2.2. Inclusion and exclusion criteria

The criteria for inclusion were established before the literature search. All available randomized controlled trials that compared reproductive outcomes to the impact of local endometrial injury in patients were included. There were no restrictions on the stage of the embryo biopsy.

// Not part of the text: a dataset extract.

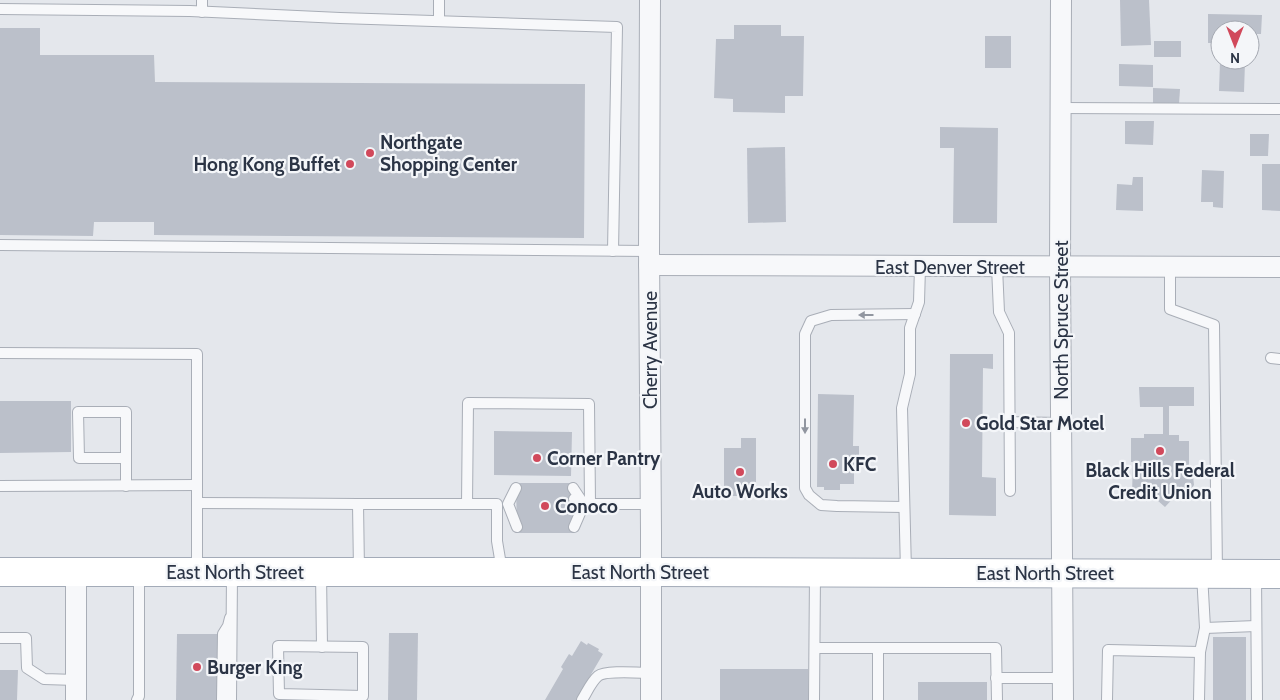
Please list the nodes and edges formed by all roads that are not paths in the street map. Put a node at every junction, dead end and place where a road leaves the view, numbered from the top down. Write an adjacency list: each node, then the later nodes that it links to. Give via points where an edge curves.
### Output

Inclusion criteria included women aged 18–43; body mass index (BMI) 18.5–32 kg/m2; normal hormone levels [follicle stimulating hormone (FSH), luteinizing hormone (LH), thyroid-stimulating hormone (TSH), testosterone (T), and prolactin (PRL)]; a normal uterine cavity and no adnexal masses; having experienced at least 1 failed in vitro fertilization cycle; more than 2 eligible embryos, at least 1 good quality embryo; undergone fresh or frozen embryo transfer, primary or secondary infertility due to unexplained or mild male factor.

Exclusion criteria included endometrial polyps; submucosal smooth muscle tumors; genital tract abnormalities (septum uterine, unicornuate uterus); intrauterine adhesions (Asherman syndrome); severe adenomyosis; moderate to severe pelvic endometriosis; women with low ovarian reserve: polycystic ovary syndrome (PCOS); genital tuberculosis unilateral or bilateral hydrocele; significant cardiovascular, pulmonary, renal, neurological or hepatic problems; sperm, gamete or embryo donor; chromosome abnormalities.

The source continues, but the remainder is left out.